» Assigned task
Print the records exactly and in full, please; the pictures stay out.

» Data listing
● ● ● ● ●

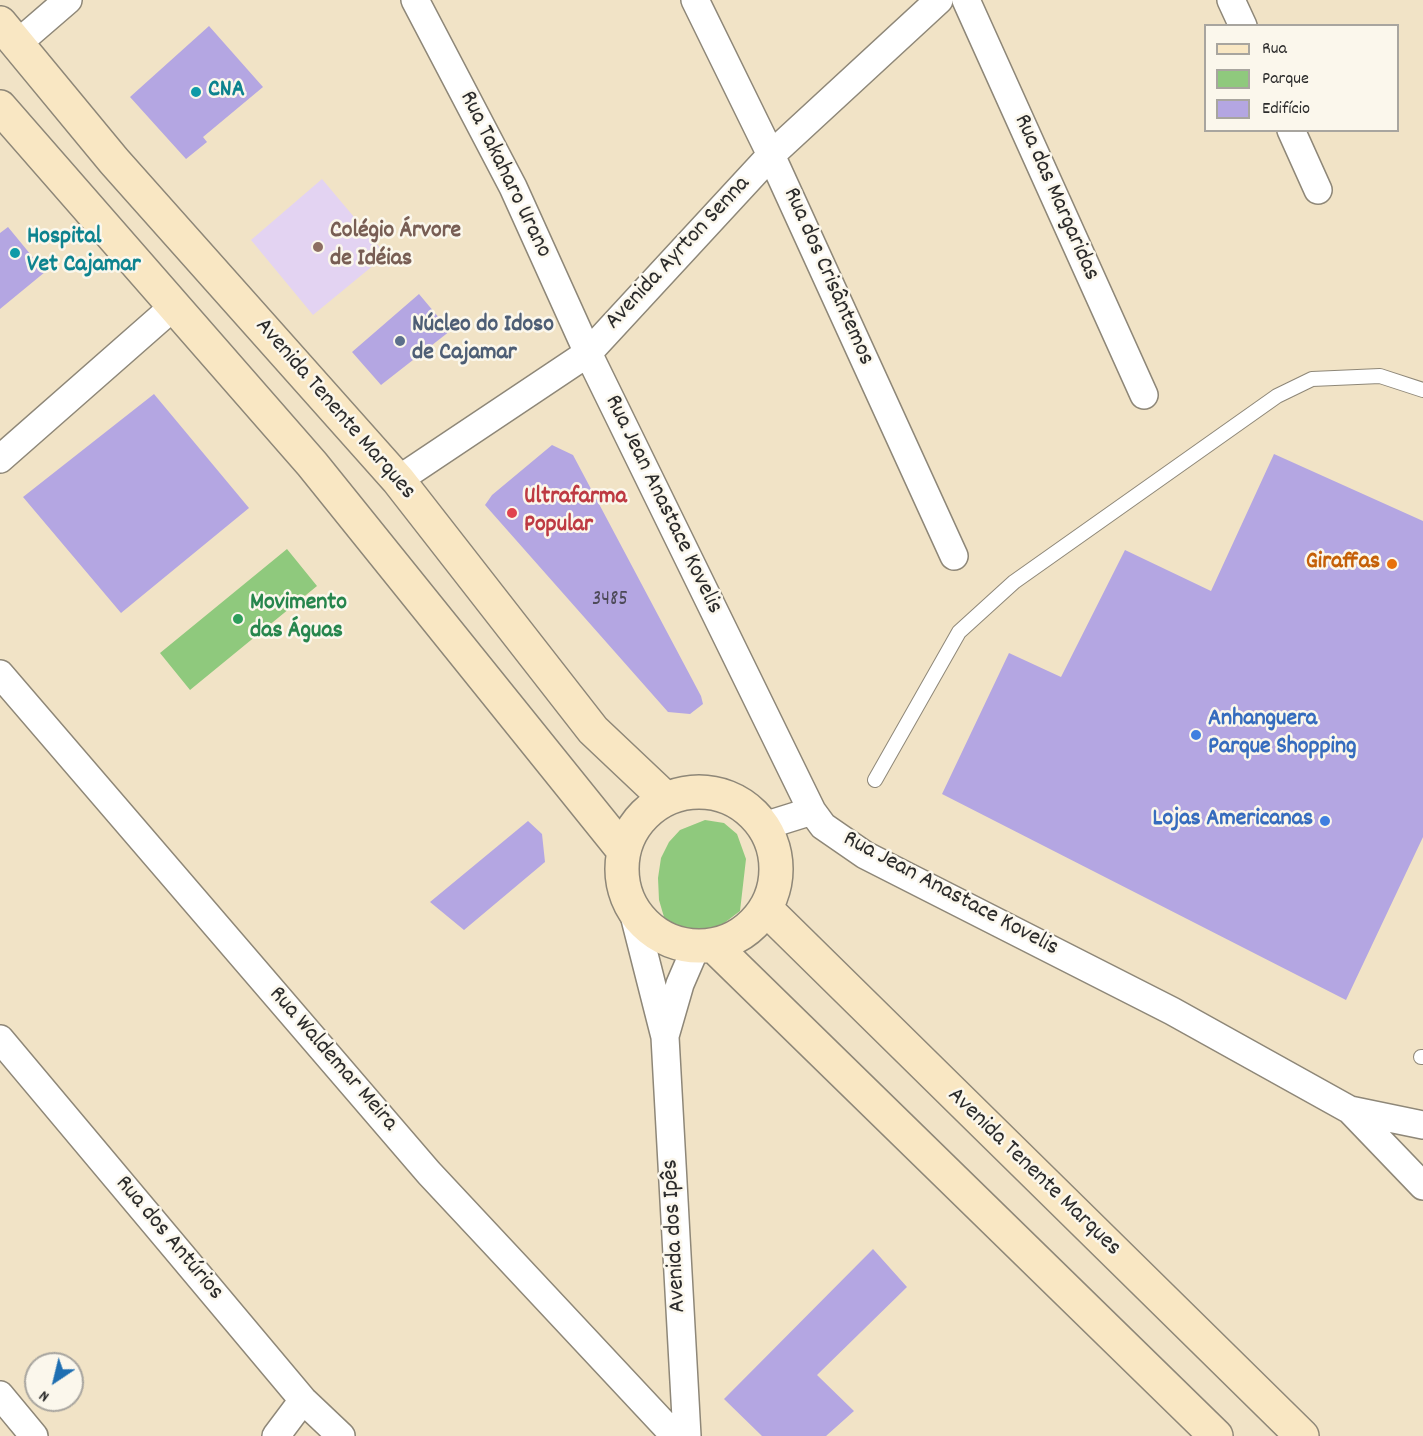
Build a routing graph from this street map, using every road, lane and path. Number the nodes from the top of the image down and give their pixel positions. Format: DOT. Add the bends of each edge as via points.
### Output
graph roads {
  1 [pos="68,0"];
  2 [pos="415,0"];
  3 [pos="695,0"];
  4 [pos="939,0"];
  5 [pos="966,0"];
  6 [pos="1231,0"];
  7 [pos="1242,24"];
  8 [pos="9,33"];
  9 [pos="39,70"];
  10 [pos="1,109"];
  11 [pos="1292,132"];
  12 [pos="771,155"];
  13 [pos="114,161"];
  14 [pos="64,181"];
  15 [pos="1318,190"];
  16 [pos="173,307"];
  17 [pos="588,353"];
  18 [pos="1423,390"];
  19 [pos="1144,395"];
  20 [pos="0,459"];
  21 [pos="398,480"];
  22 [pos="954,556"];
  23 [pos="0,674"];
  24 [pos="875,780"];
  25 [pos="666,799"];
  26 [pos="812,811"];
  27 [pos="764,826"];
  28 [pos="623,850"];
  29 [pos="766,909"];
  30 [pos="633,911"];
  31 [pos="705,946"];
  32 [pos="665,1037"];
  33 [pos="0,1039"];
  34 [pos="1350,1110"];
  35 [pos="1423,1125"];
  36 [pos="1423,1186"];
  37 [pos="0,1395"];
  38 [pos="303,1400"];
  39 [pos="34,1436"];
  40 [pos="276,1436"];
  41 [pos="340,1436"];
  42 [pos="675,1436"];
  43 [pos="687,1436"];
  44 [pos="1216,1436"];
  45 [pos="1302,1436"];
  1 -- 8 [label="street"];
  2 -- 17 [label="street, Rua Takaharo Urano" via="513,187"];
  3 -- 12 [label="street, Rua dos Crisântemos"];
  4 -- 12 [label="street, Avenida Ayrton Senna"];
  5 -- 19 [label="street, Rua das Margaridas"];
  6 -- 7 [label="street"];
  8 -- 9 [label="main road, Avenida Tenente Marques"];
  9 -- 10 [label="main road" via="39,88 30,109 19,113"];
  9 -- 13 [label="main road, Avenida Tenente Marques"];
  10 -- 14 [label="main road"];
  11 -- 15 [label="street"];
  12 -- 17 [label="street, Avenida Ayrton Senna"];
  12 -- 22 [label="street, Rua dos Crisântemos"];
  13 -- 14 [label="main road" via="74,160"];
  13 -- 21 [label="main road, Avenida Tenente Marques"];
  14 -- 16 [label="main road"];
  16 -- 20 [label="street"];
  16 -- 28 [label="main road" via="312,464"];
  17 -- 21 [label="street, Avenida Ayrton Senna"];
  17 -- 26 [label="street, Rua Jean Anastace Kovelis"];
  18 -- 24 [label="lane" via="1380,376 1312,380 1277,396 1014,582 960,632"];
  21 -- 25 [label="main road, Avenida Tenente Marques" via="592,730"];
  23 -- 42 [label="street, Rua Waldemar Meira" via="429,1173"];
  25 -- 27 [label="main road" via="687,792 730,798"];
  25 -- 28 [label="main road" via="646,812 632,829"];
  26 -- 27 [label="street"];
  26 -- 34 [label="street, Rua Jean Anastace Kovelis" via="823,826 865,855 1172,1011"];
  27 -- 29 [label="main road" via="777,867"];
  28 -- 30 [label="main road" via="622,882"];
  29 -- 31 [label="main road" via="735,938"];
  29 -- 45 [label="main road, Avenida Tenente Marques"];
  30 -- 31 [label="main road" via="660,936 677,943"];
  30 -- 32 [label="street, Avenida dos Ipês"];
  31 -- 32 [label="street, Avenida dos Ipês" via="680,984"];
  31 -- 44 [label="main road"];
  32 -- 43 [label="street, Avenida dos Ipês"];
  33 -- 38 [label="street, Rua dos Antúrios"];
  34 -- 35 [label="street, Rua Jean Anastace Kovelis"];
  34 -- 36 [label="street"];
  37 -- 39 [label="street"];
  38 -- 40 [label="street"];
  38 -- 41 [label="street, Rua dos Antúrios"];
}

● ● ● ● ●

» Task response
Build a routing graph from this street map, using every road, lane and path. Number the nodes from the top of the image down and give their pixel positions. Format: DOT. Add the bends of each edge as via points.
### Output
graph roads {
  1 [pos="68,0"];
  2 [pos="415,0"];
  3 [pos="695,0"];
  4 [pos="939,0"];
  5 [pos="966,0"];
  6 [pos="1231,0"];
  7 [pos="1242,24"];
  8 [pos="9,33"];
  9 [pos="39,70"];
  10 [pos="1,109"];
  11 [pos="1292,132"];
  12 [pos="771,155"];
  13 [pos="114,161"];
  14 [pos="64,181"];
  15 [pos="1318,190"];
  16 [pos="173,307"];
  17 [pos="588,353"];
  18 [pos="1423,390"];
  19 [pos="1144,395"];
  20 [pos="0,459"];
  21 [pos="398,480"];
  22 [pos="954,556"];
  23 [pos="0,674"];
  24 [pos="875,780"];
  25 [pos="666,799"];
  26 [pos="812,811"];
  27 [pos="764,826"];
  28 [pos="623,850"];
  29 [pos="766,909"];
  30 [pos="633,911"];
  31 [pos="705,946"];
  32 [pos="665,1037"];
  33 [pos="0,1039"];
  34 [pos="1350,1110"];
  35 [pos="1423,1125"];
  36 [pos="1423,1186"];
  37 [pos="0,1395"];
  38 [pos="303,1400"];
  39 [pos="34,1436"];
  40 [pos="276,1436"];
  41 [pos="340,1436"];
  42 [pos="675,1436"];
  43 [pos="687,1436"];
  44 [pos="1216,1436"];
  45 [pos="1302,1436"];
  1 -- 8 [label="street"];
  2 -- 17 [label="street, Rua Takaharo Urano" via="513,187"];
  3 -- 12 [label="street, Rua dos Crisântemos"];
  4 -- 12 [label="street, Avenida Ayrton Senna"];
  5 -- 19 [label="street, Rua das Margaridas"];
  6 -- 7 [label="street"];
  8 -- 9 [label="main road, Avenida Tenente Marques"];
  9 -- 10 [label="main road" via="39,88 30,109 19,113"];
  9 -- 13 [label="main road, Avenida Tenente Marques"];
  10 -- 14 [label="main road"];
  11 -- 15 [label="street"];
  12 -- 17 [label="street, Avenida Ayrton Senna"];
  12 -- 22 [label="street, Rua dos Crisântemos"];
  13 -- 14 [label="main road" via="74,160"];
  13 -- 21 [label="main road, Avenida Tenente Marques"];
  14 -- 16 [label="main road"];
  16 -- 20 [label="street"];
  16 -- 28 [label="main road" via="312,464"];
  17 -- 21 [label="street, Avenida Ayrton Senna"];
  17 -- 26 [label="street, Rua Jean Anastace Kovelis"];
  18 -- 24 [label="lane" via="1380,376 1312,380 1277,396 1014,582 960,632"];
  21 -- 25 [label="main road, Avenida Tenente Marques" via="592,730"];
  23 -- 42 [label="street, Rua Waldemar Meira" via="429,1173"];
  25 -- 27 [label="main road" via="687,792 730,798"];
  25 -- 28 [label="main road" via="646,812 632,829"];
  26 -- 27 [label="street"];
  26 -- 34 [label="street, Rua Jean Anastace Kovelis" via="823,826 865,855 1172,1011"];
  27 -- 29 [label="main road" via="777,867"];
  28 -- 30 [label="main road" via="622,882"];
  29 -- 31 [label="main road" via="735,938"];
  29 -- 45 [label="main road, Avenida Tenente Marques"];
  30 -- 31 [label="main road" via="660,936 677,943"];
  30 -- 32 [label="street, Avenida dos Ipês"];
  31 -- 32 [label="street, Avenida dos Ipês" via="680,984"];
  31 -- 44 [label="main road"];
  32 -- 43 [label="street, Avenida dos Ipês"];
  33 -- 38 [label="street, Rua dos Antúrios"];
  34 -- 35 [label="street, Rua Jean Anastace Kovelis"];
  34 -- 36 [label="street"];
  37 -- 39 [label="street"];
  38 -- 40 [label="street"];
  38 -- 41 [label="street, Rua dos Antúrios"];
}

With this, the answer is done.